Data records
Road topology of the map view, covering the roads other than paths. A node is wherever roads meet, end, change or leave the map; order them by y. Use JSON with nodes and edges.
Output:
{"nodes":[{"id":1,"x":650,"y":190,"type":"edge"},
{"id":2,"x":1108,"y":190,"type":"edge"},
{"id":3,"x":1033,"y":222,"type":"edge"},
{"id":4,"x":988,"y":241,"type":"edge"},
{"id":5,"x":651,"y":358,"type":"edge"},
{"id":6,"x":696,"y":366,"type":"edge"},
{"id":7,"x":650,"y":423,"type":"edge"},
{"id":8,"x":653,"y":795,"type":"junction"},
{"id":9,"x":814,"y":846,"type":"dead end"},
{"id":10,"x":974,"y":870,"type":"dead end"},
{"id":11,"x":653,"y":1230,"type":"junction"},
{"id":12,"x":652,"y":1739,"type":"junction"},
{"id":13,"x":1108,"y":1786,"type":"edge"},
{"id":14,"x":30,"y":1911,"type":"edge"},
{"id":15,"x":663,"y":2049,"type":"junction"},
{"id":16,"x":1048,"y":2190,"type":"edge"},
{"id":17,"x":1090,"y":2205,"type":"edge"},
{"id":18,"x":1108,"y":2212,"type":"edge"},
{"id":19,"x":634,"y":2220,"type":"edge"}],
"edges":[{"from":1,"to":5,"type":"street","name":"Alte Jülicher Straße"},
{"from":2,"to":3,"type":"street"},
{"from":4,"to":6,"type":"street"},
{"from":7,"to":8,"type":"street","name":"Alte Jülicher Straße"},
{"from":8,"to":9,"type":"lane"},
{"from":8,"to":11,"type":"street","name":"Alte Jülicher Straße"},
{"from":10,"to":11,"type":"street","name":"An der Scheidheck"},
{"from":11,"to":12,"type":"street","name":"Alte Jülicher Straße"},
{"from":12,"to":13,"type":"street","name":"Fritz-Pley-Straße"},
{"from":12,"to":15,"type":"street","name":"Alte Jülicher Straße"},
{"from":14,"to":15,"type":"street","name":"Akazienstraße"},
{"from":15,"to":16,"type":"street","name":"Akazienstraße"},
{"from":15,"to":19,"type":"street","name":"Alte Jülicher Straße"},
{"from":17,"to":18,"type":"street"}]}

• Task to complete: Nothing above should be left out; write out every record exactly.

• Exercise answer:
Road topology of the map view, covering the roads other than paths. A node is wherever roads meet, end, change or leave the map; order them by y. Use JSON with nodes and edges.
Output:
{"nodes":[{"id":1,"x":650,"y":190,"type":"edge"},
{"id":2,"x":1108,"y":190,"type":"edge"},
{"id":3,"x":1033,"y":222,"type":"edge"},
{"id":4,"x":988,"y":241,"type":"edge"},
{"id":5,"x":651,"y":358,"type":"edge"},
{"id":6,"x":696,"y":366,"type":"edge"},
{"id":7,"x":650,"y":423,"type":"edge"},
{"id":8,"x":653,"y":795,"type":"junction"},
{"id":9,"x":814,"y":846,"type":"dead end"},
{"id":10,"x":974,"y":870,"type":"dead end"},
{"id":11,"x":653,"y":1230,"type":"junction"},
{"id":12,"x":652,"y":1739,"type":"junction"},
{"id":13,"x":1108,"y":1786,"type":"edge"},
{"id":14,"x":30,"y":1911,"type":"edge"},
{"id":15,"x":663,"y":2049,"type":"junction"},
{"id":16,"x":1048,"y":2190,"type":"edge"},
{"id":17,"x":1090,"y":2205,"type":"edge"},
{"id":18,"x":1108,"y":2212,"type":"edge"},
{"id":19,"x":634,"y":2220,"type":"edge"}],
"edges":[{"from":1,"to":5,"type":"street","name":"Alte Jülicher Straße"},
{"from":2,"to":3,"type":"street"},
{"from":4,"to":6,"type":"street"},
{"from":7,"to":8,"type":"street","name":"Alte Jülicher Straße"},
{"from":8,"to":9,"type":"lane"},
{"from":8,"to":11,"type":"street","name":"Alte Jülicher Straße"},
{"from":10,"to":11,"type":"street","name":"An der Scheidheck"},
{"from":11,"to":12,"type":"street","name":"Alte Jülicher Straße"},
{"from":12,"to":13,"type":"street","name":"Fritz-Pley-Straße"},
{"from":12,"to":15,"type":"street","name":"Alte Jülicher Straße"},
{"from":14,"to":15,"type":"street","name":"Akazienstraße"},
{"from":15,"to":16,"type":"street","name":"Akazienstraße"},
{"from":15,"to":19,"type":"street","name":"Alte Jülicher Straße"},
{"from":17,"to":18,"type":"street"}]}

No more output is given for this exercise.